9. Maximum Aggregate Liability:
EXCEPT FOR LIABILITY FOR PERSONAL INJURY AND LIABILITY ARISING FROM GROSS NEGLIGENCE OR WILLFUL MISCONDUCT, IN NO EVENT WILL THE TOTAL AGGREGATE LIABILITY OF PARIS ARISING OUT OF OR IN CONNECTION WITH THIS AGREEMENT FOR ANY CAUSE OF ACTION INCLUDING TORT, CONTRACT, NEGLIGENCE OR STRICT LIABILITY, EXCEED AN AMOUNT EQUAL TO THE TOTAL COMPENSATION PAID BY THE CLIENT TO PARIS IN ACCORDANCE WITH SECTIONS 2 AND 4.
a. Force Majeure. Neither party shall be deemed in default of this Agreement to the extent that performance of its obligations or attempts to cure any breach are delayed or prevented by reason of any act of God, fire, natural disaster, accident, act of government, sabotage of mate-rial or supplies or any other cause beyond the control of such party (“Force Majeure”), provided that such party gives the other party written notice thereof promptly and, in any event, within fifteen (15) days of discovery thereof. In the event of such a Force Majeure, the time for perfor-mance or cure shall be extended for a period equal to the duration of the Force Majeure but not in excess of six (6) months.
b. Assignment. This Agreement and the rights and obligations hereunder shall not be assigned or otherwise transferred by either party without the prior written consent of the other party, and
any purported assignment or other transfer without such consent shall be void and of no force or effect.
c. Notices. All notices required or permitted hereunder shall be in writing and shall be sent by registered or certified mail, express courier, or by facsimile to the party to whom such notice is directed, at its address as set forth above, or to such other address as such party shall have designated by notice hereunder. Unless otherwise specified, notices shall be deemed given when the return receipt is received.
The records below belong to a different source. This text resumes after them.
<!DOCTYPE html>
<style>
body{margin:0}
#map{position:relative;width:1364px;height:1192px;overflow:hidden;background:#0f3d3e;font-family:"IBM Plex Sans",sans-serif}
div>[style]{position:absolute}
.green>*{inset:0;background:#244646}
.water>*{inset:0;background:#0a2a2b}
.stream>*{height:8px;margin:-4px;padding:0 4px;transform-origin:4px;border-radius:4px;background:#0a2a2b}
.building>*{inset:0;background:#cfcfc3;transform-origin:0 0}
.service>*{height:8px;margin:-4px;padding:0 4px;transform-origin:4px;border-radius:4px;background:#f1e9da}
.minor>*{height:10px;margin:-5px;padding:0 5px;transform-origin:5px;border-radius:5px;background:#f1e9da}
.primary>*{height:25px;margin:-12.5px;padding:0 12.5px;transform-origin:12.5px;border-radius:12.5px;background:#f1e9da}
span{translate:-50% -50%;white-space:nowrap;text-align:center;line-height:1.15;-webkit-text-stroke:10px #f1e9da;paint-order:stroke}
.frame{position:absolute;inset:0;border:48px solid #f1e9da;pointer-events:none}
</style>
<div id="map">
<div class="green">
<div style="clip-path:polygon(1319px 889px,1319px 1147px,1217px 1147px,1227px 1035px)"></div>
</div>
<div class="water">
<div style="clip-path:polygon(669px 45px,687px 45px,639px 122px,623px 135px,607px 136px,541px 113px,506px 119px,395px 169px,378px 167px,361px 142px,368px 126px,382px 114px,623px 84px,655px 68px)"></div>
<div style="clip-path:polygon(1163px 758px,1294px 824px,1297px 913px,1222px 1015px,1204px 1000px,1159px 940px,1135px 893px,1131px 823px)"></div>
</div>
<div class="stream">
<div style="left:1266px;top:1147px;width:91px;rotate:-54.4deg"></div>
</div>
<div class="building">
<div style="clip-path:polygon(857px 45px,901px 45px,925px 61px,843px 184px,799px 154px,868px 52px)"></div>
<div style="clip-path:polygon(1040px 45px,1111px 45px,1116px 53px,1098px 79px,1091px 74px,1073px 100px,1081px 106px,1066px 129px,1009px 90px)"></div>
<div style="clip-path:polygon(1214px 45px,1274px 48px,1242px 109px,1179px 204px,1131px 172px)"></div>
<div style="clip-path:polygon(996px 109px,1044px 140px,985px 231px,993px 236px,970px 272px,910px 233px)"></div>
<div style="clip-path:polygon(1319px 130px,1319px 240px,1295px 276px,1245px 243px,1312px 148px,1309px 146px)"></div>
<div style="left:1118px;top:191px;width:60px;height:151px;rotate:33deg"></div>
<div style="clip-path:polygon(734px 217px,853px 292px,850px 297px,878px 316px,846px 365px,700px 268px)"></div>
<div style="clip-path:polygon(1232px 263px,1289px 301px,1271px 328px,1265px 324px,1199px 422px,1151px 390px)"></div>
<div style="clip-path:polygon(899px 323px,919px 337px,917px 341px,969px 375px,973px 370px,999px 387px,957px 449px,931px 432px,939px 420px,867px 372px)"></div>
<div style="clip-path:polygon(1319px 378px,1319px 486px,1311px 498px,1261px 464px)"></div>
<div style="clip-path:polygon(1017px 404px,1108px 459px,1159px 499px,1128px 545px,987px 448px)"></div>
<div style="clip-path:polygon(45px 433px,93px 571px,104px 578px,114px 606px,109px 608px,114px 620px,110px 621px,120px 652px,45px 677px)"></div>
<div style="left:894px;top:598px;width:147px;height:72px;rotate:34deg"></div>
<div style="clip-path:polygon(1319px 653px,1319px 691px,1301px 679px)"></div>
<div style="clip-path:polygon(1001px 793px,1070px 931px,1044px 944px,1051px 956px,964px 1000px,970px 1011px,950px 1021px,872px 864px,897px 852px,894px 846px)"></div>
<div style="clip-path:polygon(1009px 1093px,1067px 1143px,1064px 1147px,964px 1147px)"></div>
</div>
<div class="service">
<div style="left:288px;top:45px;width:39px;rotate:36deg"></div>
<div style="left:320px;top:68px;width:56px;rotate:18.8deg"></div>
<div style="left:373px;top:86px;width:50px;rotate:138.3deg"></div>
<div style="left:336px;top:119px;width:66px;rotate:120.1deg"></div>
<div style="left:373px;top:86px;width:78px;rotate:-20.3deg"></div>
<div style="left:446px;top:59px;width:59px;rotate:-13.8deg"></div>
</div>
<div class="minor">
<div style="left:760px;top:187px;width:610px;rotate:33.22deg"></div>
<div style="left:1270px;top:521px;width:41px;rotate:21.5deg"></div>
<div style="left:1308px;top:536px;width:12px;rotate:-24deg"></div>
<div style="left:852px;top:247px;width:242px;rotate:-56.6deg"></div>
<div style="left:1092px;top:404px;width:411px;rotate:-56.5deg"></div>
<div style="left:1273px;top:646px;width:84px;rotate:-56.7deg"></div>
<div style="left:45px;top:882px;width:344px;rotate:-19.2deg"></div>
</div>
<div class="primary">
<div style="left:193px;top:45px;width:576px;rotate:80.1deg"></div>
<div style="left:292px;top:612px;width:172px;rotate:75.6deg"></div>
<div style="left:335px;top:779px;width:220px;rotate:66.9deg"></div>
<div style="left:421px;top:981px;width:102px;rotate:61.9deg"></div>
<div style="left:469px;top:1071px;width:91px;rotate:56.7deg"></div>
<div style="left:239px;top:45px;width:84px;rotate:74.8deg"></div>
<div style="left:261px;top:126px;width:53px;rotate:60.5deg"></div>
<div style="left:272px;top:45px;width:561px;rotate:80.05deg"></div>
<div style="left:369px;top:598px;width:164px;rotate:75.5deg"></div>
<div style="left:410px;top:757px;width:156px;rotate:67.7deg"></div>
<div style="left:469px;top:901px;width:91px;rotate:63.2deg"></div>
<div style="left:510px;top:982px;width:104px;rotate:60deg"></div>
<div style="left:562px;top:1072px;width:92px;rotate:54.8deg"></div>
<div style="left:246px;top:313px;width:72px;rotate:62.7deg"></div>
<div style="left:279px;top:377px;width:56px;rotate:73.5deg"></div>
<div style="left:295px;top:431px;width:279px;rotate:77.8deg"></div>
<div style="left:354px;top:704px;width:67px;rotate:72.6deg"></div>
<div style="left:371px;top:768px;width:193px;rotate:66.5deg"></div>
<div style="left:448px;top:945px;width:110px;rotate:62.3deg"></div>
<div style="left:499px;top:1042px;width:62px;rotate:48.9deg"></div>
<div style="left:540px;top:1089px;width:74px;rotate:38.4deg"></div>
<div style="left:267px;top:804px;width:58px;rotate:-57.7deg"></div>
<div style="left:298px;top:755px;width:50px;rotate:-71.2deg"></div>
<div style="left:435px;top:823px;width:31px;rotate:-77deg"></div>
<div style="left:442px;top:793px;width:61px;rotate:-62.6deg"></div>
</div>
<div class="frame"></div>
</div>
d. Independent Contractors. The parties shall be deemed to have the status of independent contractors, and nothing in this Agreement shall be deemed to place them in the relationship of employer-employee, principal-agent, or partners or joint venturers.
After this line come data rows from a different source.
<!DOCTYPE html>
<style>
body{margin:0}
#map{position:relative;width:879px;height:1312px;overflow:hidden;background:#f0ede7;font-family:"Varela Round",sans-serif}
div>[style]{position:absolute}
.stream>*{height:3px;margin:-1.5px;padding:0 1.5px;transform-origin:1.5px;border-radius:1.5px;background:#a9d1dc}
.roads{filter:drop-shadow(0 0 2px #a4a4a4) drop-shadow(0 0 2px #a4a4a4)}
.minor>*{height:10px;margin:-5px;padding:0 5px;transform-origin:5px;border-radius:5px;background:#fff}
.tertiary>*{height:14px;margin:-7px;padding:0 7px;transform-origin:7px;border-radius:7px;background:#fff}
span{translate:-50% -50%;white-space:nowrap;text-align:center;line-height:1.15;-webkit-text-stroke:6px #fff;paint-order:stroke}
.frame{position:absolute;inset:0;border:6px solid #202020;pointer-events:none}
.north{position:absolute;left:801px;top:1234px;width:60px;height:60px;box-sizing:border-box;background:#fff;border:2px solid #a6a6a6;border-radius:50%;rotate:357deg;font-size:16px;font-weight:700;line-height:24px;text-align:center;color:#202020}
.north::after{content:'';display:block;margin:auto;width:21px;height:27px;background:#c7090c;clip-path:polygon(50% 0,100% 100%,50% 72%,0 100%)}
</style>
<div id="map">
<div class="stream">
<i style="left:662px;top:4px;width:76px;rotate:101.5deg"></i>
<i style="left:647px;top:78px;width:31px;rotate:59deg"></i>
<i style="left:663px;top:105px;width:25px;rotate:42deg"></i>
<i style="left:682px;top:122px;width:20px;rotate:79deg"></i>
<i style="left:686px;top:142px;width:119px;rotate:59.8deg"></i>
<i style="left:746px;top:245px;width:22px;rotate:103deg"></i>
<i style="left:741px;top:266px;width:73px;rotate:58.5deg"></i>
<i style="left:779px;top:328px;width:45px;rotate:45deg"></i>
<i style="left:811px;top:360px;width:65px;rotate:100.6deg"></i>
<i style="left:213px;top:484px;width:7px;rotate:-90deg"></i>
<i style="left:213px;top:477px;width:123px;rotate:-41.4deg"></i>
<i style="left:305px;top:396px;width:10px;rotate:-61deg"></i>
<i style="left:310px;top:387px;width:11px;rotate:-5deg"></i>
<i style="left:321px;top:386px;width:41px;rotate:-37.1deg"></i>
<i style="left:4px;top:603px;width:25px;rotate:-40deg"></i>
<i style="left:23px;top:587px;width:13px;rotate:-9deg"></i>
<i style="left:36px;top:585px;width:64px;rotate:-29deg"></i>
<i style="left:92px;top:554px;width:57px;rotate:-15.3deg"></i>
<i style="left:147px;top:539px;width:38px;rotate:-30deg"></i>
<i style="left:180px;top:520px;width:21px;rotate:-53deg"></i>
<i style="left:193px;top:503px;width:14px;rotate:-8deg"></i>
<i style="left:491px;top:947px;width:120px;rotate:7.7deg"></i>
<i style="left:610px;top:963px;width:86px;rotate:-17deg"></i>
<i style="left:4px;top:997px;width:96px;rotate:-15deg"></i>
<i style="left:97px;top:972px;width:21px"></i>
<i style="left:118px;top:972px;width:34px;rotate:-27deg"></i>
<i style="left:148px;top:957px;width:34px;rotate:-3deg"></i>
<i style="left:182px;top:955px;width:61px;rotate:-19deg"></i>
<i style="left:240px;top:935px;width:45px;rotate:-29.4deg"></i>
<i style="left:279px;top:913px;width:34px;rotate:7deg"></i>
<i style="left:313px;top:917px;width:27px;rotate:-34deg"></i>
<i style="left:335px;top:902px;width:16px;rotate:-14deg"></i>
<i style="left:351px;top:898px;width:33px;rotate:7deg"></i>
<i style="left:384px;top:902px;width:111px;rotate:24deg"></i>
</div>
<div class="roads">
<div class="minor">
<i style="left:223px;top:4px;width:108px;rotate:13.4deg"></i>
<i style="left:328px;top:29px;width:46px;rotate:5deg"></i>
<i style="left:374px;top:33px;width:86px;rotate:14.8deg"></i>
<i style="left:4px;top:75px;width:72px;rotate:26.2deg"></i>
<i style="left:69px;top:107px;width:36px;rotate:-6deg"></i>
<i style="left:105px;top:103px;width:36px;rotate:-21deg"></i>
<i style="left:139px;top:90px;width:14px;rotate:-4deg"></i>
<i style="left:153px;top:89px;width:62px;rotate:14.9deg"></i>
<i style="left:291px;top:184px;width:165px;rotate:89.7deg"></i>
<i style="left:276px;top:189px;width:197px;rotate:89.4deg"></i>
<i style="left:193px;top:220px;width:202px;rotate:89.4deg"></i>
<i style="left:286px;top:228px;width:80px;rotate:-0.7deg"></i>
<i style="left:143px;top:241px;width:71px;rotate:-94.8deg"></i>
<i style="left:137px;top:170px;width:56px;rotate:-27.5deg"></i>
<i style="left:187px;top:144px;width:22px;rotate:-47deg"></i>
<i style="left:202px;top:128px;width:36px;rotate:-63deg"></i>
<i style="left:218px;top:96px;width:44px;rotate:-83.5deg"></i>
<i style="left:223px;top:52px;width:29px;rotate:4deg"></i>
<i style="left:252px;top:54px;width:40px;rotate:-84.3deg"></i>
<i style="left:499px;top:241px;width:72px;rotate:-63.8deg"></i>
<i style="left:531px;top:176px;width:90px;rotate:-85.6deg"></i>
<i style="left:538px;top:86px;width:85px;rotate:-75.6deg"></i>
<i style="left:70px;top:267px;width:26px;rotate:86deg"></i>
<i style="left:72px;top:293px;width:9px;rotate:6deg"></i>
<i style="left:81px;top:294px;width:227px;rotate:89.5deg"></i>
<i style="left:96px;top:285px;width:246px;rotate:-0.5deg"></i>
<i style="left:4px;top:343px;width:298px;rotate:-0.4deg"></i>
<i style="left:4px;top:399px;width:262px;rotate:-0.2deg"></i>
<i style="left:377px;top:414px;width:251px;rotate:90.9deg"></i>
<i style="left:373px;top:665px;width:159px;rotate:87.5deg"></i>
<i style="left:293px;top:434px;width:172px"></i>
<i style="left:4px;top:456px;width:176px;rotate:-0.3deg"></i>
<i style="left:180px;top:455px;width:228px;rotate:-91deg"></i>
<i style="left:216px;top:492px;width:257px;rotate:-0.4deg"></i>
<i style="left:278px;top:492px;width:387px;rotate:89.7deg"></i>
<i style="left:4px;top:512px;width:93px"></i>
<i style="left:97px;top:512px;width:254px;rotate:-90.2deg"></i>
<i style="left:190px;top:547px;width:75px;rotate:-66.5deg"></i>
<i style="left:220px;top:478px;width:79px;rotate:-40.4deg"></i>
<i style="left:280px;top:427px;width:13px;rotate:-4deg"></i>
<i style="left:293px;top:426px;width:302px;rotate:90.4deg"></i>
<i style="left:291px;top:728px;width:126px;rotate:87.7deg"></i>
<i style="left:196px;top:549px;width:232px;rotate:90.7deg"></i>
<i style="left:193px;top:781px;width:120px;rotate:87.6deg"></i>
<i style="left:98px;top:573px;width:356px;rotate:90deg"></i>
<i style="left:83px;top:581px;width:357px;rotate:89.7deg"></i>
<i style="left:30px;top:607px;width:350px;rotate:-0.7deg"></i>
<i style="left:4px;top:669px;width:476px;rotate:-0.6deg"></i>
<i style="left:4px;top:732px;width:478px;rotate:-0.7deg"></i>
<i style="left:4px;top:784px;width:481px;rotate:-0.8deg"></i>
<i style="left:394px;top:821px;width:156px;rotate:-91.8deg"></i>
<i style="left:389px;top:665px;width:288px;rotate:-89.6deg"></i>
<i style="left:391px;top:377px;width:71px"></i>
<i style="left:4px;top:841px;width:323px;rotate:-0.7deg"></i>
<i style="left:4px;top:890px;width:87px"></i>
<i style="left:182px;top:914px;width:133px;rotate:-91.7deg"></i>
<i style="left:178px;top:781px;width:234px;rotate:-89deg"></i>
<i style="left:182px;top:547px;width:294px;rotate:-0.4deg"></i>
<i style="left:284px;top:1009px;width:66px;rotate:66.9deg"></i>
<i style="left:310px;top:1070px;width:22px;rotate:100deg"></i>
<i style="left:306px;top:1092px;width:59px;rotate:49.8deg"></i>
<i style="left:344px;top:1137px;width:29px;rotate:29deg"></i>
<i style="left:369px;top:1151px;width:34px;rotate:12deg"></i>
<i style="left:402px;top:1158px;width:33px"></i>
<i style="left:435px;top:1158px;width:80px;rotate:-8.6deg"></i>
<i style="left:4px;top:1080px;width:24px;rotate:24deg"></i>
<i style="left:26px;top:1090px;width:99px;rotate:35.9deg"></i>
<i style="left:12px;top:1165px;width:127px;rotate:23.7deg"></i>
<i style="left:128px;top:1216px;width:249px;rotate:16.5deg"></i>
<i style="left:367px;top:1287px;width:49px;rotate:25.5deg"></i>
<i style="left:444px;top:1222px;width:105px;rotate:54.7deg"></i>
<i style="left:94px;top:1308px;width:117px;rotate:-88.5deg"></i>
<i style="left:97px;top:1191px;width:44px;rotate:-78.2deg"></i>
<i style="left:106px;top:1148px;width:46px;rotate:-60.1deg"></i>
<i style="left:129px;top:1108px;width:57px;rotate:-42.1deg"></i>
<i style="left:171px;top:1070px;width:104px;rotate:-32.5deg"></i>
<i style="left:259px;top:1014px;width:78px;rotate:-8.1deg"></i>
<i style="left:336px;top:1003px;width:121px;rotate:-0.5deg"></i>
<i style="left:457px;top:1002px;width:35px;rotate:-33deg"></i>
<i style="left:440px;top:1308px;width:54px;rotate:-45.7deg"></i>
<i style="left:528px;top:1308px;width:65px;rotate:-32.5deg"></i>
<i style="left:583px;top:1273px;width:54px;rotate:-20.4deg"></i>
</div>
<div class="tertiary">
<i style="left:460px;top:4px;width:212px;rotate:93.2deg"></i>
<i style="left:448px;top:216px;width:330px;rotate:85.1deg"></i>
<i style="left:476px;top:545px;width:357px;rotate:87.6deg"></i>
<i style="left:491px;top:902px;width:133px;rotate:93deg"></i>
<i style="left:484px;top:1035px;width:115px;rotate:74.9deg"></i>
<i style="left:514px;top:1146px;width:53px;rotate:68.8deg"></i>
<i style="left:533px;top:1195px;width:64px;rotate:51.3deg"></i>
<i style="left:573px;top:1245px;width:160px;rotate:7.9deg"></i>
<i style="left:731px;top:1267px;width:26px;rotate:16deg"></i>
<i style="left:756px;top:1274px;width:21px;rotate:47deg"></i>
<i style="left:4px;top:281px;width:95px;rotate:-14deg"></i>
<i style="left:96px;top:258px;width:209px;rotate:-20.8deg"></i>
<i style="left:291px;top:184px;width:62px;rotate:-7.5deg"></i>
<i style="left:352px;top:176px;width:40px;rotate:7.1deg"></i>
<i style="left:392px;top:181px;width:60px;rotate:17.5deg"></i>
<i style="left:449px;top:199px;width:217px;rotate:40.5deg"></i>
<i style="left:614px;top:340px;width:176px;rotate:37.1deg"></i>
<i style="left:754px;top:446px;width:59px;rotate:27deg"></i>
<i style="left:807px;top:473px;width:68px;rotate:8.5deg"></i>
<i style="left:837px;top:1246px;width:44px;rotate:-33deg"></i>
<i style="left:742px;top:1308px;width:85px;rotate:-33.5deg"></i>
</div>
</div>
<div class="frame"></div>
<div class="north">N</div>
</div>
e. Waiver. Any waiver of any right or default hereunder shall be effective only in the instance given and shall not operate as or imply a waiver of any similar right or default on any sub-sequent occasion.
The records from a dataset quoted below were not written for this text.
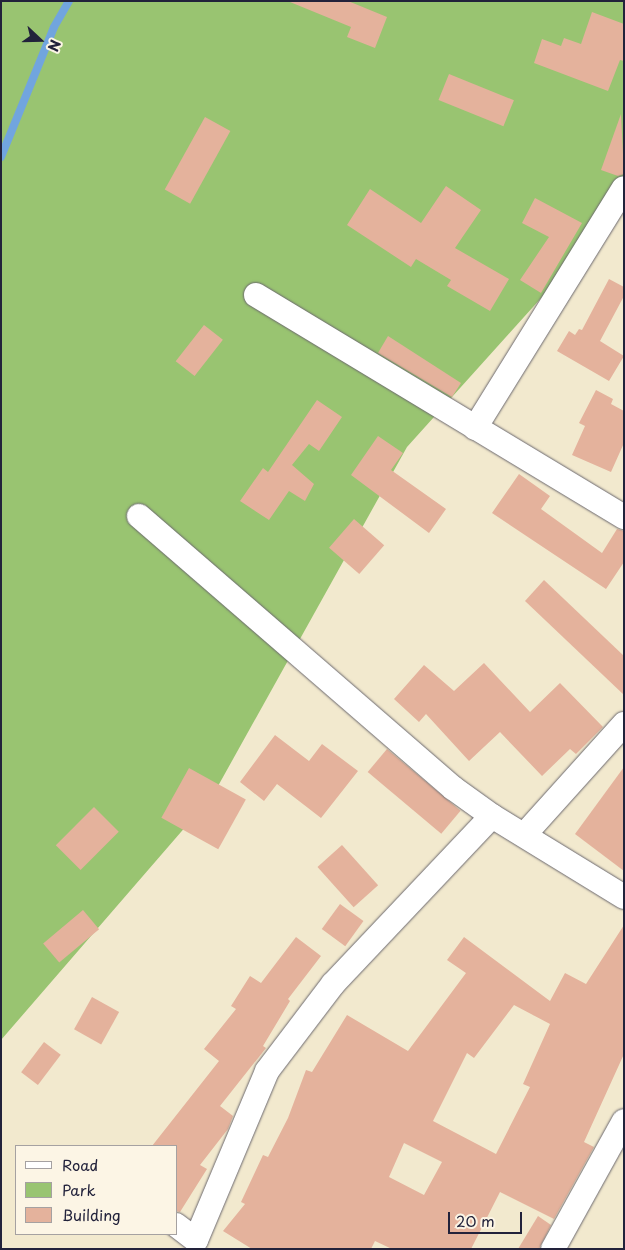 <!DOCTYPE html>
<html>
<head>
<meta charset="utf-8">
<style>
	body { margin:0 }
	#map { position:relative; width:625px; height:1250px; overflow:hidden; background:#f2e9ce; font-family:"Playpen Sans",sans-serif }
	div>[style] { position:absolute }
	.green>* { inset:0; background:#99c471 }
	.stream>* { height:8px; margin:-4px; padding:0 4px; transform-origin:4px; border-radius:4px; background:#71a5de }
	.building>* { inset:0; background:#e4b29c; transform-origin:0 0 }
	.roads { filter:drop-shadow(0 0 1px #6b686e) drop-shadow(0 0 1px #6b686e) }
	.street>* { height:24px; margin:-12px; padding:0 12px; transform-origin:12px; border-radius:12px; background:#fff }
	span { translate:-50% -50%; white-space:nowrap; text-align:center; line-height:1.15; -webkit-text-stroke:4px #fcf5e5; paint-order:stroke }
	.frame { position:absolute; inset:0; border:2px solid #22223b; pointer-events:none }
	.legend { position:absolute; left:15px; top:1145px; width:162px; height:90px; box-sizing:border-box; background:#fcf5e5; border:1px solid #a5a1a1; margin:0; padding:6px 9px; list-style:none; font-size:15px; color:#22223b }
	.legend li { display:flex; align-items:center; gap:10px; height:25px }
	.legend b { width:25px; border:1px solid #a5a1a1 }
	.north { position:absolute; left:15px; top:15px; width:50px; height:50px; -webkit-text-stroke:4px #fcf5e5; paint-order:stroke; rotate:111deg; font-size:14px; font-weight:700; line-height:20px; text-align:center; color:#22223b }
	.north::after { content:''; display:block; margin:auto; width:18px; height:22px; background:#22223b; clip-path:polygon(50% 0,100% 100%,50% 72%,0 100%) }
	.scale { position:absolute; left:448px; top:1212px; width:74px; height:22px; box-sizing:border-box; border:2px solid #22223b; border-top:0; padding-left:6px; font-size:15px; line-height:18px; white-space:nowrap; color:#22223b; -webkit-text-stroke:4px #fcf5e5; paint-order:stroke }
</style>
</head>
<body>
<div id="map">
	<div class="green">
		<i style="clip-path:polygon(1px 1px,624px 1px,624px 206px,407px 447px,213px 795px,1px 1040px)"></i>
	</div>
	<div class="stream">
		<i style="left:1px;top:157px;width:140px;rotate:-67.8deg"></i>
		<i style="left:54px;top:27px;width:30px;rotate:-60deg"></i>
	</div>
	<div class="building">
		<i style="clip-path:polygon(348px 1px,387px 17px,375px 48px,347px 37px,351px 27px,290px 2px)"></i>
		<i style="clip-path:polygon(592px 12px,624px 24px,624px 61px,620px 60px,608px 91px,534px 63px,542px 39px,561px 46px,564px 38px,581px 44px)"></i>
		<i style="left:449px;top:74px;width:70px;height:28px;rotate:22deg"></i>
		<i style="clip-path:polygon(621px 114px,624px 174px,618px 176px,601px 170px)"></i>
		<i style="left:205px;top:117px;width:29px;height:83px;rotate:29deg"></i>
		<i style="clip-path:polygon(446px 186px,481px 210px,455px 248px,509px 279px,490px 311px,447px 286px,451px 280px,416px 259px,411px 267px,347px 225px,370px 189px,421px 223px)"></i>
		<i style="clip-path:polygon(535px 198px,582px 223px,541px 293px,520px 280px,549px 237px,522px 223px)"></i>
		<i style="clip-path:polygon(609px 279px,624px 287px,624px 296px,600px 341px,624px 356px,609px 381px,557px 351px,569px 331px,575px 335px,579px 329px,582px 330px)"></i>
		<i style="left:204px;top:325px;width:24px;height:46px;rotate:38deg"></i>
		<i style="clip-path:polygon(388px 336px,461px 383px,452px 397px,378px 353px)"></i>
		<i style="clip-path:polygon(596px 390px,613px 399px,611px 404px,624px 411px,624px 443px,611px 472px,572px 455px,585px 426px,579px 423px)"></i>
		<i style="clip-path:polygon(317px 400px,342px 417px,319px 451px,309px 444px,292px 465px,314px 484px,305px 501px,289px 491px,269px 520px,240px 501px,263px 468px,268px 472px)"></i>
		<i style="clip-path:polygon(378px 436px,403px 453px,391px 470px,446px 509px,429px 533px,351px 475px)"></i>
		<i style="clip-path:polygon(519px 474px,550px 496px,541px 509px,602px 553px,617px 529px,624px 531px,624px 562px,606px 589px,492px 513px)"></i>
		<i style="left:354px;top:519px;width:40px;height:38px;rotate:41deg"></i>
		<i style="clip-path:polygon(544px 580px,624px 656px,624px 695px,525px 601px)"></i>
		<i style="clip-path:polygon(484px 663px,530px 712px,560px 683px,603px 727px,576px 754px,570px 749px,542px 776px,500px 732px,469px 761px,426px 714px,419px 722px,394px 699px,424px 665px,454px 691px)"></i>
		<i style="clip-path:polygon(275px 735px,309px 761px,322px 744px,358px 771px,321px 818px,277px 784px,264px 801px,240px 782px)"></i>
		<i style="left:387px;top:749px;width:96px;height:30px;rotate:40deg"></i>
		<i style="clip-path:polygon(624px 767px,624px 871px,575px 834px)"></i>
		<i style="left:189px;top:768px;width:65px;height:57px;rotate:29deg"></i>
		<i style="left:94px;top:807px;width:35px;height:54px;rotate:45deg"></i>
		<i style="left:342px;top:845px;width:54px;height:33px;rotate:48deg"></i>
		<i style="left:340px;top:904px;width:29px;height:31px;rotate:36deg"></i>
		<i style="left:83px;top:910px;width:25px;height:52px;rotate:50deg"></i>
		<i style="clip-path:polygon(evenodd,624px 925px,624px 1054px,584px 1142px,594px 1147px,554px 1219px,500px 1192px,471px 1249px,392px 1249px,375px 1241px,371px 1249px,252px 1249px,223px 1231px,245px 1204px,241px 1202px,263px 1155px,268px 1157px,288px 1118px,306px 1070px,312px 1072px,347px 1015px,408px 1051px,466px 973px,447px 960px,464px 937px,550px 1001px,565px 973px,586px 984px,624px 925px,514px 1005px,550px 1024px,523px 1084px,530px 1087px,496px 1154px,433px 1121px,467px 1053px,474px 1058px,514px 1005px,624px 925px,404px 1143px,442px 1162px,424px 1195px,389px 1177px,404px 1143px)"></i>
		<i style="clip-path:polygon(296px 937px,321px 956px,288px 999px,290px 1001px,263px 1046px,266px 1048px,220px 1106px,233px 1116px,228px 1129px,200px 1165px,207px 1169px,180px 1212px,176px 1211px,176px 1146px,152px 1146px,219px 1061px,204px 1049px,236px 1009px,231px 1006px,250px 976px,261px 983px)"></i>
		<i style="left:92px;top:997px;width:31px;height:37px;rotate:29deg"></i>
		<i style="left:44px;top:1042px;width:21px;height:38px;rotate:37deg"></i>
		<i style="clip-path:polygon(538px 1216px,551px 1225px,539px 1249px,518px 1249px)"></i>
	</div>
	<div class="roads">
		<div class="street">
			<i style="left:256px;top:295px;width:430px;rotate:31.1deg"></i>
			<i style="left:475px;top:428px;width:282px;rotate:-58.2deg"></i>
			<i style="left:139px;top:516px;width:415px;rotate:40.9deg"></i>
			<i style="left:453px;top:788px;width:48px;rotate:35.7deg"></i>
			<i style="left:492px;top:816px;width:155px;rotate:31.5deg"></i>
			<i style="left:525px;top:834px;width:148px;rotate:-48deg"></i>
			<i style="left:176px;top:1225px;width:25px;rotate:37deg"></i>
			<i style="left:196px;top:1240px;width:183px;rotate:-67.2deg"></i>
			<i style="left:267px;top:1071px;width:109px;rotate:-52.8deg"></i>
			<i style="left:333px;top:984px;width:231px;rotate:-46.6deg"></i>
			<i style="left:553px;top:1249px;width:146px;rotate:-61deg"></i>
		</div>
	</div>
	<div class="frame"></div>
	<ul class="legend">
	<li><b style="height:6px;background:#fff"></b>Road</li>
	<li><b style="height:14px;background:#99c471"></b>Park</li>
	<li><b style="height:14px;background:#e4b29c"></b>Building</li>
	</ul>
	<div class="north">N</div>
	<div class="scale">20 m</div>
</div>
</body>
</html>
f. Severability. No determination by a court of competent jurisdiction that any term or provision of this Agreement is invalid or otherwise unenforceable shall operate to invalidate or render unenforceable any other term or provision of this Agreement and all remaining provisions shall be enforced in accordance with their terms.
g. Disputes Arbitration. All disputes arising out of or in connection with this Agreement shall be finally resolved by binding arbitration in Philadelphia, Pennsylvania USA in accordance with the Rules of Conciliation and Arbitration of the International Chamber of Commerce. The Parties agree that Agreement will be governed by and construed in accordance with the laws of the Commonwealth of Pennsylvania USA, excluding the Convention on Contracts for the International Sale of Goods and that body of law known as conflicts of laws.
h. Entire Agreement. This Agreement constitutes the entire agreement between the parties pertaining to the subject matter hereof and supersedes all prior and contemporaneous agreements, negotiations and understandings, oral or written. This Agreement may be modified only by an instrument in writing duly executed by both parties.
i. Counterparts. This Agreement may be executed in two or more counterparts, each of which shall be deemed an original and all of which together shall constitute one and the same Agreement.